Now you will walk through a dense pine wood along the River Turón until you see a steep path to Lifa Valley,
which encircles the ruins of a watchtower over a chalky promontory, where its plant life turns into holm oaks and turpentine trees.
Stage 23 links the towns of El Burgo and Ronda. It passes through the landscape of Lifa, found between the Hidalga and Blanquilla mountain ranges. The valley of the River Turón (or El Burgo) is its starting point and it finishes on the Aguaya Plains. As you cross the river at the ford at kilometre 9, (which at times can be dangerous) you also cross over into the municipal area of Ronda. In addition, up to the pass of Lifa, the route runs within the bounds of the Sierra de las Nieves Natural Park and, for a short section, with Spain’s most recent National Park of the same name.

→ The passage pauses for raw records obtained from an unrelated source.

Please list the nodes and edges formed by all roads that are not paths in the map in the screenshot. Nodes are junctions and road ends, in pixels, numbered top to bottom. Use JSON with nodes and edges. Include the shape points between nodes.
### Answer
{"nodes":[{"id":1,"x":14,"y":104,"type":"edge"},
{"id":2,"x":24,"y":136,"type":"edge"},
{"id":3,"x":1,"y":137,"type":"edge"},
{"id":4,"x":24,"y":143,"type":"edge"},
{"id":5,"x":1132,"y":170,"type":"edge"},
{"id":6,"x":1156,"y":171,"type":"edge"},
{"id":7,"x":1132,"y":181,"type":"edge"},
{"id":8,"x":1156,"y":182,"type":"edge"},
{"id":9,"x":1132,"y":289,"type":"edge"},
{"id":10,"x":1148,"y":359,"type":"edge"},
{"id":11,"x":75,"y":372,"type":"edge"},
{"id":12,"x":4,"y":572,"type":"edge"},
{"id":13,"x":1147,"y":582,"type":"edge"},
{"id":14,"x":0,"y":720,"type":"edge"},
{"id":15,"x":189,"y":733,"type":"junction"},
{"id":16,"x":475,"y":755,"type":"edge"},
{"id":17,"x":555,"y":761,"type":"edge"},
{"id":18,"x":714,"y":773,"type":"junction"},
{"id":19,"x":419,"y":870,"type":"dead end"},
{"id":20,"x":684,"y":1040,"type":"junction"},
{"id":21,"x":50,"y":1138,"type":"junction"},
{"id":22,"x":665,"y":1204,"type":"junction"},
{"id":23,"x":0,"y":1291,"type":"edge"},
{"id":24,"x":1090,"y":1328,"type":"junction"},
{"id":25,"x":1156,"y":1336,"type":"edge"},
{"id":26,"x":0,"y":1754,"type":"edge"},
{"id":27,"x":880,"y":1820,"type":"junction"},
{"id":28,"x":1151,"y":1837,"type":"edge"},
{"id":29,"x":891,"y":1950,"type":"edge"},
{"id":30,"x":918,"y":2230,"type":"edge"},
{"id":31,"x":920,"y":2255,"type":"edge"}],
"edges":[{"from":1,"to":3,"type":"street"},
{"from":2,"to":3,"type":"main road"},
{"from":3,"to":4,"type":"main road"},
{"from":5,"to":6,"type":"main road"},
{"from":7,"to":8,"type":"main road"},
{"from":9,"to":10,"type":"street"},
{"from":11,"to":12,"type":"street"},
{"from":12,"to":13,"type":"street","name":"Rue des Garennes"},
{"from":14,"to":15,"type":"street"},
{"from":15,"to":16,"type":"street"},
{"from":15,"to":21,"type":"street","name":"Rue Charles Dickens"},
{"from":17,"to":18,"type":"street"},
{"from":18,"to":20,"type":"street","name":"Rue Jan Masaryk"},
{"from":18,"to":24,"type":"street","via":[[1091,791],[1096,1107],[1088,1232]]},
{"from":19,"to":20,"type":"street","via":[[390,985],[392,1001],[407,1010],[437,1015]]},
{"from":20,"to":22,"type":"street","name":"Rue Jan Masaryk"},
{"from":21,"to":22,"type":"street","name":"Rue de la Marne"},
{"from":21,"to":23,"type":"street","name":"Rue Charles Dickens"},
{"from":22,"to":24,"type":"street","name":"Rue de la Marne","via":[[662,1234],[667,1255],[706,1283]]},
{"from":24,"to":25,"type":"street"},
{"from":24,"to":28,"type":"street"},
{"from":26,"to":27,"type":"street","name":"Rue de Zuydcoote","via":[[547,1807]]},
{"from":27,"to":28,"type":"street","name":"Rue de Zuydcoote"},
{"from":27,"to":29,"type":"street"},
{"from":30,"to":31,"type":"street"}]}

The route varies between a westerly or slightly south-westerly direction in the first few sections, reaching 1,160 metres above sea level at El Puerto de Lifa, where it heads directly west. It mostly takes advantage of good forestry tracks, except in the Lifa valley where there is a section of footpath of about 3.5 km, which climbs continuously. For this reason, only hiking is recommended for this stage. The Stage finishes with just over 3km of tarmac or concrete track.
The track that runs parallel to Los Diques is fairly new, but for the rest of the way, the stage uses the same route as the Ronda to Yunquera Way. We know that this has been used since ancient times due to the centuries-old quarries, the medieval tower and the country houses that line it.

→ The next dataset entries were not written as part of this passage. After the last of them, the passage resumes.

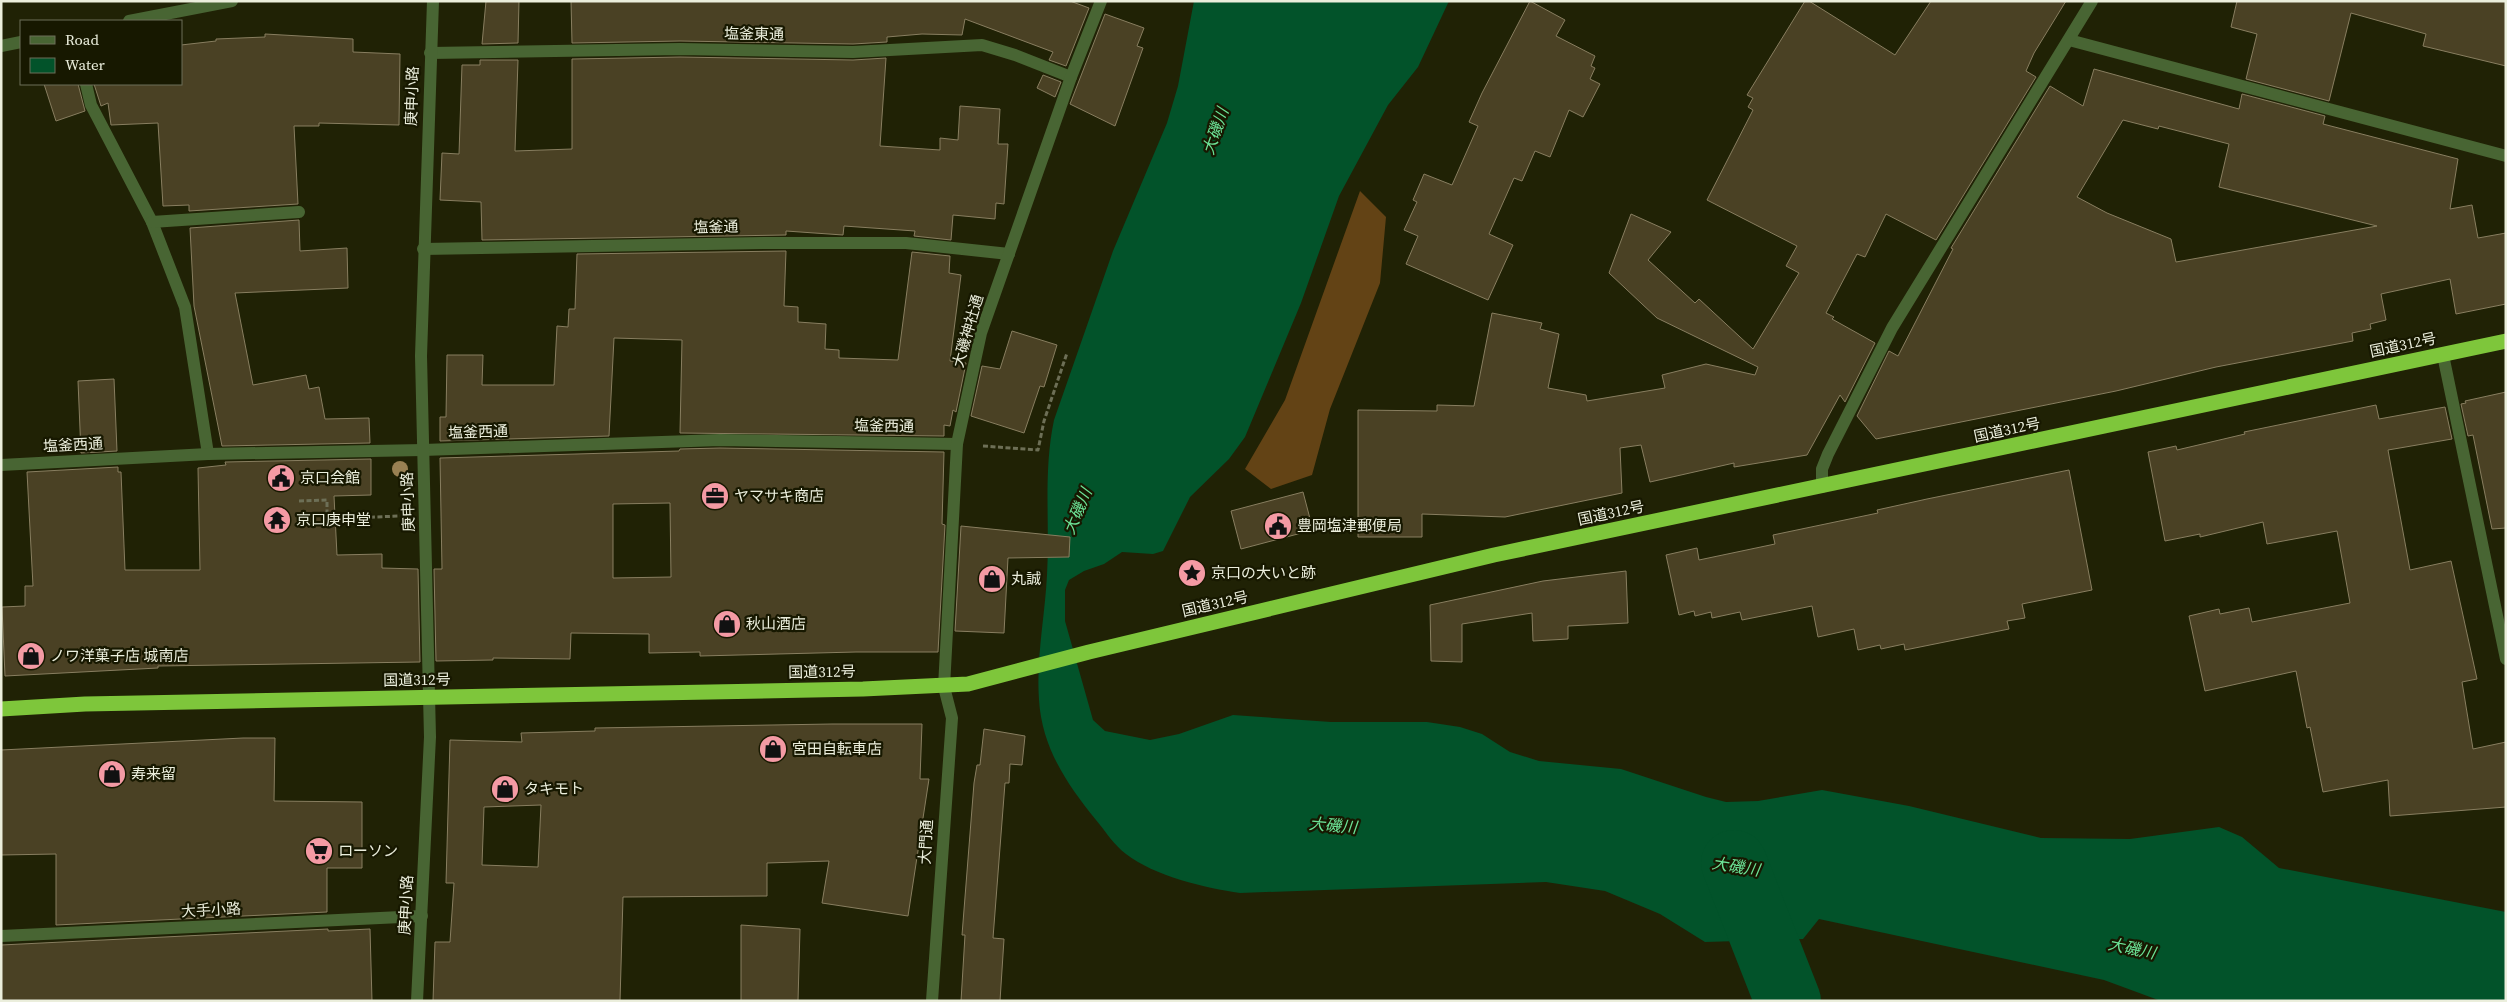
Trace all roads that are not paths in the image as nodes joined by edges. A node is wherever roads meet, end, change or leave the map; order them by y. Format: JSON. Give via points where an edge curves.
{"nodes":[{"id":1,"x":232,"y":1,"type":"edge"},
{"id":2,"x":433,"y":1,"type":"edge"},
{"id":3,"x":1101,"y":1,"type":"edge"},
{"id":4,"x":2092,"y":1,"type":"edge"},
{"id":5,"x":134,"y":20,"type":"edge"},
{"id":6,"x":2069,"y":40,"type":"junction"},
{"id":7,"x":20,"y":42,"type":"edge"},
{"id":8,"x":1,"y":46,"type":"edge"},
{"id":9,"x":430,"y":53,"type":"junction"},
{"id":10,"x":1071,"y":77,"type":"junction"},
{"id":11,"x":86,"y":85,"type":"edge"},
{"id":12,"x":2506,"y":156,"type":"edge"},
{"id":13,"x":299,"y":212,"type":"dead end"},
{"id":14,"x":152,"y":222,"type":"junction"},
{"id":15,"x":423,"y":249,"type":"junction"},
{"id":16,"x":1009,"y":254,"type":"junction"},
{"id":17,"x":2506,"y":341,"type":"edge"},
{"id":18,"x":2443,"y":354,"type":"junction"},
{"id":19,"x":957,"y":444,"type":"junction"},
{"id":20,"x":423,"y":450,"type":"junction"},
{"id":21,"x":208,"y":454,"type":"junction"},
{"id":22,"x":1,"y":465,"type":"edge"},
{"id":23,"x":1822,"y":487,"type":"junction"},
{"id":24,"x":2506,"y":660,"type":"edge"},
{"id":25,"x":944,"y":687,"type":"junction"},
{"id":26,"x":429,"y":697,"type":"junction"},
{"id":27,"x":1,"y":709,"type":"edge"},
{"id":28,"x":422,"y":916,"type":"junction"},
{"id":29,"x":1,"y":936,"type":"edge"},
{"id":30,"x":416,"y":1001,"type":"edge"},
{"id":31,"x":932,"y":1001,"type":"edge"}],
"edges":[{"from":1,"to":5,"type":"street"},
{"from":2,"to":9,"type":"street","name":"庚申小路"},
{"from":3,"to":10,"type":"street","name":"大磯神社通"},
{"from":4,"to":6,"type":"street"},
{"from":6,"to":12,"type":"street"},
{"from":6,"to":23,"type":"street","via":[[1892,328],[1828,454],[1822,469]]},
{"from":7,"to":8,"type":"street"},
{"from":9,"to":10,"type":"street","name":"塩釜東通","via":[[852,52],[982,45]]},
{"from":9,"to":15,"type":"street","name":"庚申小路"},
{"from":10,"to":16,"type":"street","name":"大磯神社通"},
{"from":11,"to":14,"type":"street","via":[[91,105]]},
{"from":13,"to":14,"type":"street"},
{"from":14,"to":21,"type":"street","via":[[185,307]]},
{"from":15,"to":16,"type":"street","name":"塩釜通","via":[[906,243]]},
{"from":15,"to":20,"type":"street","name":"庚申小路"},
{"from":16,"to":19,"type":"street","name":"大磯神社通","via":[[981,333]]},
{"from":17,"to":18,"type":"highway","name":"国道312号"},
{"from":18,"to":23,"type":"highway","name":"国道312号"},
{"from":18,"to":24,"type":"street"},
{"from":19,"to":20,"type":"street","name":"塩釜西通","via":[[720,440]]},
{"from":19,"to":25,"type":"street","name":"大磯神社通"},
{"from":20,"to":21,"type":"street","name":"塩釜西通"},
{"from":20,"to":26,"type":"street","name":"庚申小路"},
{"from":21,"to":22,"type":"street","name":"塩釜西通"},
{"from":23,"to":25,"type":"highway","name":"国道312号","via":[[1494,556],[968,684]]},
{"from":25,"to":26,"type":"highway","name":"国道312号"},
{"from":25,"to":31,"type":"street","name":"大門通","via":[[952,718]]},
{"from":26,"to":27,"type":"highway","name":"国道312号","via":[[85,704]]},
{"from":26,"to":28,"type":"street","name":"庚申小路"},
{"from":28,"to":29,"type":"street","name":"大手小路"},
{"from":28,"to":30,"type":"street","name":"庚申小路"}]}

The River Turón and the small dams create an important and much-visited river landscape. Especially so, since some of the pools above or below them are used for bathing. The river’s spring can be seen from the route, while Los Fraguarones is an alternative one higher up during the rainy season. In addition, the woodland of Turpentine trees at Lifa is one of the Natural Park’s treasures. It is at its very best in autumn, when the leaves turn shades of red and yellow. At higher Height above SLes, it is interspersed with crops and open pastures, set in natural depressions that are typical of limestone scenery. The Cortijo de Lifa country house lies precisely on the edge of one of these. There is then a series of rocky areas with repopulated Holm oak forest up to the stream of Los Lanceros, where the rainfed fields provide a change of scenery and a home to native bird species.

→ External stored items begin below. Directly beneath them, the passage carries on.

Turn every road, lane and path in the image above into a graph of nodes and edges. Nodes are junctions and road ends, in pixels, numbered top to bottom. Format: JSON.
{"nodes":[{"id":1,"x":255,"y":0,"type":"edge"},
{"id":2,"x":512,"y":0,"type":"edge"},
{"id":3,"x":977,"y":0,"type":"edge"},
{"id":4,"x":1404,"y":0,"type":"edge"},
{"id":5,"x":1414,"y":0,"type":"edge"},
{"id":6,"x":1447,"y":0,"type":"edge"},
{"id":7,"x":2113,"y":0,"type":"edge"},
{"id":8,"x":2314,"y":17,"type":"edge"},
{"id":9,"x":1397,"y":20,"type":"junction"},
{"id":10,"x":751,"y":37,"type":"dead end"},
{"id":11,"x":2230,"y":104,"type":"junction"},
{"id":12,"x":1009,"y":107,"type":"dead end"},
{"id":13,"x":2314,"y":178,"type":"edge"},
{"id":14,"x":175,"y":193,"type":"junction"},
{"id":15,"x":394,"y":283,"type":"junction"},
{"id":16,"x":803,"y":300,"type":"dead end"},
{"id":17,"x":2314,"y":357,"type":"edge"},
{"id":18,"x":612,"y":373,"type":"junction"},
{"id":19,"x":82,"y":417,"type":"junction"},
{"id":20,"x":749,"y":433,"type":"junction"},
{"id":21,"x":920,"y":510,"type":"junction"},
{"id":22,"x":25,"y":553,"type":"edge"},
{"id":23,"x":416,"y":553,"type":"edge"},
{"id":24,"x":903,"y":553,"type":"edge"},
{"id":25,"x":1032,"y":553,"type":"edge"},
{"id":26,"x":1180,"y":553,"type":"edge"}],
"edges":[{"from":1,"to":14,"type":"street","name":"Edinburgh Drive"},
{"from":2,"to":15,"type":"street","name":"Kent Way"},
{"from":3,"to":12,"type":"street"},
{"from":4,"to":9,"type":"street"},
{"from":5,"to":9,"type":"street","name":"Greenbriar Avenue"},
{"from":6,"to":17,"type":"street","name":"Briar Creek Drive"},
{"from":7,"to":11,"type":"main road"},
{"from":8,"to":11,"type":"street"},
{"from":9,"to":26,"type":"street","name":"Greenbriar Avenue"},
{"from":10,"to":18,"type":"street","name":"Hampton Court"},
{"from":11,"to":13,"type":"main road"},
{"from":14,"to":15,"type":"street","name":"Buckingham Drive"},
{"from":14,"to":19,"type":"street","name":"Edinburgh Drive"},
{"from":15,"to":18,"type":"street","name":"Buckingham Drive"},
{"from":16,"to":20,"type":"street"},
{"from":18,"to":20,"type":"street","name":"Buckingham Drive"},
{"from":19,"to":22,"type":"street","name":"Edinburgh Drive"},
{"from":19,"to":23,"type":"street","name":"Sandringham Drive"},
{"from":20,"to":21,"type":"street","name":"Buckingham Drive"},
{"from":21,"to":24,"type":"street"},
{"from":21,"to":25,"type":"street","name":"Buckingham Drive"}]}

The river Turón itself and the dams and dykes built along the watercourse make the views worthwhile, not only because of the landscapes created by water but also the interesting green belt of vegetation of river forests which blanket the area. There are several sign-posted footpaths which can be used additionally to the GR.
The Gran Senda enters the mountains of the Parque Natural de la Sierra de las Nieves via the valley and mountain pass of Lifa, which harbours one of the most extensive cornicabrales forests of Mastic Tree (or Turpentine Tree) in the province, looked over by an old abandoned watchtower and the Cortijo de Lifa, a place which is special as it was the witness to the death of the last bandolero (bandit) of the Serranía de Ronda, the unparalleled Pasos Largos. You arrive in Ronda from the well-known Puerto de Lifa skirting the Sierra Hidalga with its Holm Oak woods and single Pinsapos.